Stored data:
--- START ---

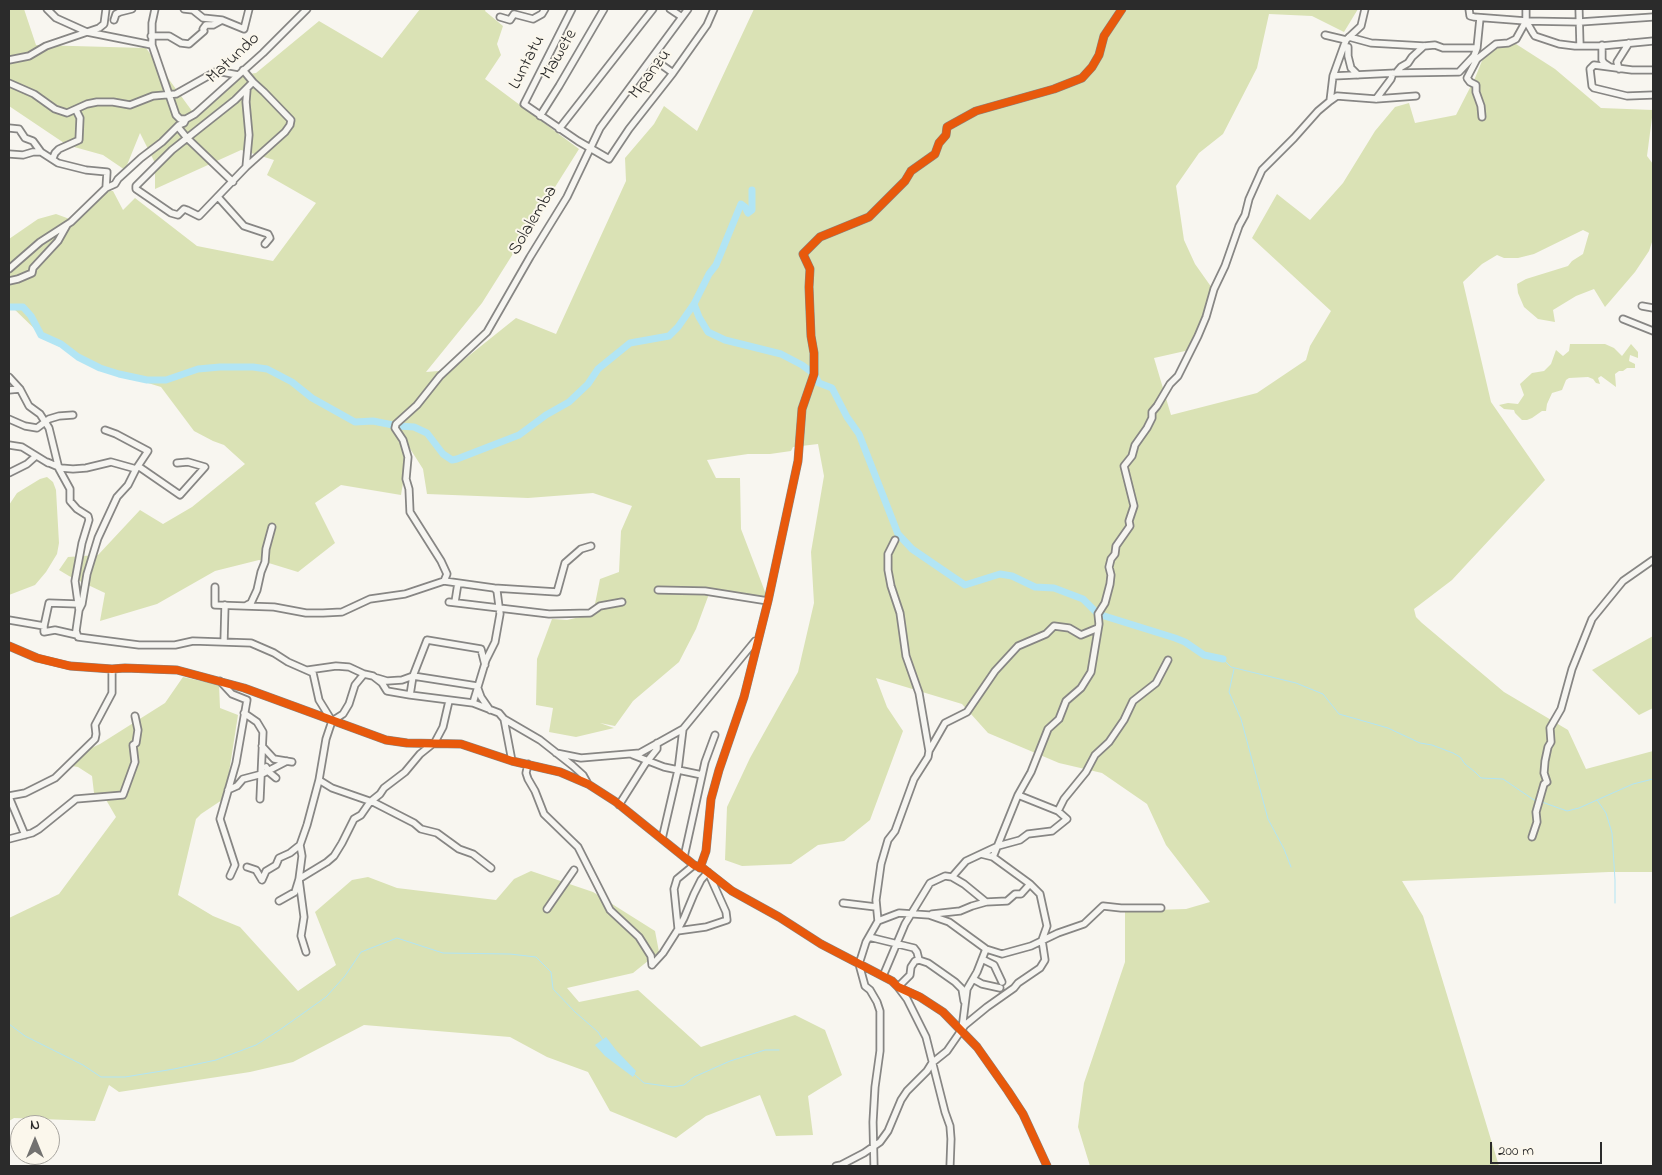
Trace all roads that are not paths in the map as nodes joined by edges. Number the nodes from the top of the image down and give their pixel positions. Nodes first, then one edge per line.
1 (47, 9) edge
2 (106, 9) edge
3 (132, 9) edge
4 (155, 9) edge
5 (184, 9) edge
6 (249, 9) edge
7 (308, 9) edge
8 (545, 9) edge
9 (564, 9) edge
10 (604, 9) edge
11 (653, 9) edge
12 (670, 9) edge
13 (688, 9) edge
14 (714, 9) edge
15 (1122, 9) edge
16 (1365, 9) edge
17 (1469, 9) edge
18 (1526, 9) edge
19 (1580, 9) edge
20 (571, 10) edge
21 (500, 17) dead end
22 (682, 17) junction
23 (1653, 17) edge
24 (1480, 18) junction
25 (114, 20) dead end
26 (222, 20) junction
27 (1526, 21) junction
28 (1580, 22) junction
29 (87, 32) junction
30 (1325, 35) dead end
31 (151, 36) junction
32 (1349, 40) junction
33 (1653, 41) edge
34 (1629, 44) junction
35 (152, 45) junction
36 (1602, 45) junction
37 (1424, 46) junction
38 (1580, 46) junction
39 (1477, 48) junction
40 (652, 58) junction
41 (1475, 58) junction
42 (9, 60) edge
43 (1610, 67) junction
44 (1620, 69) junction
45 (1653, 70) edge
46 (241, 73) junction
47 (674, 73) junction
48 (1395, 73) junction
49 (1358, 74) junction
50 (1334, 76) junction
51 (253, 82) junction
52 (9, 83) edge
53 (248, 88) junction
54 (168, 94) junction
55 (1653, 95) edge
56 (1416, 96) dead end
57 (1376, 99) junction
58 (1330, 102) junction
59 (76, 110) junction
60 (540, 116) junction
61 (177, 117) junction
62 (1482, 117) dead end
63 (186, 119) junction
64 (179, 126) junction
65 (9, 128) edge
66 (559, 128) junction
67 (187, 138) junction
68 (589, 148) junction
69 (42, 152) junction
70 (9, 154) edge
71 (53, 158) junction
72 (246, 167) junction
73 (106, 172) junction
74 (116, 182) junction
75 (232, 182) junction
76 (106, 188) junction
77 (218, 198) junction
78 (67, 225) junction
79 (265, 244) dead end
80 (9, 269) edge
81 (9, 281) edge
82 (1642, 306) dead end
83 (1653, 308) edge
84 (1623, 320) dead end
85 (1653, 330) edge
86 (9, 377) edge
87 (20, 389) junction
88 (9, 390) edge
89 (73, 415) dead end
90 (9, 419) edge
91 (46, 422) junction
92 (106, 430) dead end
93 (9, 445) edge
94 (36, 456) junction
95 (47, 462) junction
96 (177, 463) dead end
97 (58, 466) junction
98 (137, 468) junction
99 (9, 473) edge
100 (61, 474) junction
101 (272, 527) dead end
102 (895, 540) dead end
103 (591, 546) dead end
104 (1653, 560) edge
105 (444, 581) junction
106 (458, 583) junction
107 (215, 587) dead end
108 (494, 588) junction
109 (658, 590) dead end
110 (768, 601) junction
111 (622, 602) dead end
112 (226, 605) junction
113 (247, 605) junction
114 (78, 607) junction
115 (499, 607) junction
116 (9, 620) edge
117 (762, 623) junction
118 (44, 626) junction
119 (1098, 628) junction
120 (77, 635) junction
121 (224, 642) junction
122 (9, 646) edge
123 (1168, 660) dead end
124 (484, 665) junction
125 (112, 669) junction
126 (308, 670) junction
127 (364, 674) junction
128 (373, 676) junction
129 (413, 676) junction
130 (220, 681) junction
131 (477, 686) junction
132 (249, 690) junction
133 (410, 695) junction
134 (247, 700) junction
135 (449, 701) junction
136 (473, 703) junction
137 (490, 710) junction
138 (244, 713) junction
139 (135, 716) dead end
140 (504, 719) junction
141 (332, 721) junction
142 (683, 730) junction
143 (715, 735) dead end
144 (657, 743) junction
145 (433, 744) junction
146 (262, 746) junction
147 (929, 751) junction
148 (556, 754) junction
149 (632, 754) junction
150 (262, 758) junction
151 (512, 761) junction
152 (647, 761) junction
153 (528, 764) junction
154 (268, 770) junction
155 (678, 770) junction
156 (262, 774) junction
157 (702, 775) junction
158 (276, 778) dead end
159 (319, 780) junction
160 (588, 784) junction
161 (228, 790) junction
162 (25, 793) junction
163 (1018, 795) junction
164 (9, 797) edge
165 (260, 799) dead end
166 (370, 802) junction
167 (619, 804) junction
168 (12, 807) junction
169 (1058, 811) junction
170 (25, 834) junction
171 (1532, 837) dead end
172 (9, 839) edge
173 (662, 839) junction
174 (300, 845) junction
175 (998, 846) junction
176 (981, 854) junction
177 (684, 857) junction
178 (993, 857) junction
179 (697, 866) junction
180 (247, 868) dead end
181 (492, 868) dead end
182 (574, 870) dead end
183 (708, 872) junction
184 (230, 876) dead end
185 (952, 877) junction
186 (299, 879) junction
187 (1030, 884) junction
188 (279, 901) dead end
189 (986, 902) junction
190 (843, 903) dead end
191 (876, 907) junction
192 (1161, 908) dead end
193 (547, 909) dead end
194 (912, 914) junction
195 (929, 914) junction
196 (878, 921) junction
197 (678, 929) junction
198 (869, 937) junction
199 (1042, 940) junction
200 (896, 944) junction
201 (986, 949) junction
202 (306, 952) dead end
203 (982, 959) junction
204 (919, 960) junction
205 (859, 964) junction
206 (882, 976) junction
207 (973, 979) junction
208 (898, 987) junction
209 (964, 1001) junction
210 (961, 1031) junction
211 (932, 1063) junction
212 (873, 1148) junction
213 (836, 1166) edge
214 (874, 1166) edge
215 (950, 1166) edge
216 (1047, 1166) edge

1 - 29 street
2 - 29 street
3 - 25 street
4 - 31 street
5 - 26 street
6 - 26 street
7 - 46 street, Matundo
8 - 21 street
9 - 20 street
10 - 60 street, Mawete
11 - 66 street
12 - 22 street
13 - 22 street, Solalemba
14 - 47 street, Mpanzu
15 - 110 street
16 - 32 street
17 - 24 street
18 - 27 street
19 - 28 street
20 - 60 street, Luntatu
22 - 40 street, Solalemba
23 - 28 street
24 - 27 street
24 - 39 street
26 - 31 street
27 - 28 street
27 - 38 street
27 - 41 street
28 - 38 street
29 - 35 street
29 - 42 street
30 - 32 street
31 - 35 street
32 - 37 street
32 - 49 street
32 - 50 street
33 - 34 street
34 - 36 street
34 - 44 street
35 - 54 street
36 - 38 street
36 - 43 street
37 - 39 street
37 - 48 street
39 - 41 street
40 - 47 street
40 - 68 street, Solalemba
41 - 48 street
41 - 62 street
43 - 44 street
43 - 55 street
44 - 45 street
46 - 51 street
46 - 54 street
46 - 63 street, Matundo
47 - 68 street, Mpanzu
48 - 49 street
48 - 57 street
49 - 50 street
50 - 58 street
51 - 53 street
51 - 72 street
52 - 59 street
53 - 67 street
53 - 72 street
54 - 59 street
54 - 61 street
56 - 57 street
57 - 58 street
58 - 119 street
59 - 71 street
60 - 66 street
61 - 63 street
61 - 64 street
63 - 64 street, Matundo
64 - 67 street
64 - 74 street, Matundo
65 - 69 street
66 - 68 street
67 - 75 street
67 - 77 street
68 - 105 street, Solalemba
69 - 70 street
69 - 71 street
71 - 73 street
72 - 75 street
73 - 74 street
73 - 76 street
74 - 76 street, Matundo
75 - 77 street
76 - 78 street, Matundo
77 - 79 street
78 - 80 street
78 - 81 street
82 - 83 street
84 - 85 street
86 - 87 street
87 - 88 street
87 - 91 street
89 - 91 street
90 - 91 street
91 - 97 street
92 - 98 street
93 - 94 street
94 - 95 street
94 - 99 street
95 - 97 street
95 - 100 street
96 - 98 street
97 - 98 street
97 - 100 street
98 - 114 street
100 - 114 street
101 - 113 street
102 - 147 street
103 - 108 street
104 - 171 street
105 - 106 street
105 - 113 street
106 - 108 street
106 - 115 street
107 - 112 street
108 - 115 street
109 - 110 street
110 - 117 street
111 - 115 street
112 - 113 street
112 - 121 street
114 - 118 street
114 - 120 street
115 - 124 street
116 - 118 street
117 - 142 street
117 - 179 street
118 - 120 street
119 - 147 street
119 - 163 street
120 - 121 street
121 - 126 street
122 - 125 street
123 - 169 street
124 - 129 street
124 - 131 street
125 - 130 street
125 - 162 street
126 - 127 street
126 - 141 street
127 - 128 street
127 - 141 street
128 - 129 street
128 - 133 street
129 - 131 street
129 - 133 street
130 - 132 street
130 - 134 street
131 - 136 street
131 - 137 street
132 - 134 street
132 - 141 street
133 - 135 street
134 - 138 street
135 - 136 street
135 - 145 street
136 - 137 street
137 - 140 street
138 - 146 street
138 - 161 street
139 - 170 street
140 - 148 street
140 - 151 street
141 - 145 street
141 - 159 street
142 - 144 street
142 - 155 street
143 - 157 street
144 - 149 street
144 - 152 street
145 - 151 street
145 - 166 street
146 - 150 street
146 - 154 street
147 - 191 street
148 - 149 street
148 - 160 street
149 - 152 street
150 - 154 street
150 - 156 street
151 - 153 street
152 - 155 street
152 - 167 street
153 - 160 street
153 - 197 street
154 - 156 street
154 - 158 street
155 - 157 street
155 - 173 street
156 - 161 street
156 - 165 street
157 - 177 street
159 - 166 street
159 - 174 street
160 - 167 street
161 - 184 street
162 - 164 street
162 - 168 street
163 - 169 street
163 - 175 street
164 - 168 street
166 - 181 street
166 - 186 street
167 - 173 street
168 - 170 street
169 - 175 street
170 - 172 street
173 - 177 street
174 - 180 street
174 - 186 street
175 - 176 street
175 - 178 street
176 - 178 street
176 - 185 street
177 - 179 street
178 - 187 street
179 - 183 street
179 - 197 street
182 - 193 street
183 - 197 street
183 - 197 street
183 - 205 street
185 - 189 street
185 - 194 street
186 - 188 street
186 - 202 street
187 - 189 street
187 - 199 street
189 - 195 street
190 - 191 street
191 - 196 street
192 - 199 street
194 - 195 street
194 - 196 street
194 - 200 street
195 - 201 street
196 - 198 street
198 - 200 street
198 - 205 street
199 - 201 street
199 - 210 street
200 - 204 street
200 - 206 street
201 - 203 street
203 - 207 street
203 - 207 street
204 - 208 street
204 - 209 street
205 - 206 street
205 - 212 street
206 - 208 street
207 - 209 street
208 - 210 street
208 - 211 street
209 - 210 street
210 - 211 street
210 - 216 street
211 - 212 street
211 - 215 street
212 - 213 street
212 - 214 street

--- END ---

### INSTRUCTIONS FOR THE TASK
Single out each line of the records above with the string "Solalemba" in it, and copy it.

### WRITTEN RESPONSE
13 - 22 street, Solalemba
22 - 40 street, Solalemba
40 - 68 street, Solalemba
68 - 105 street, Solalemba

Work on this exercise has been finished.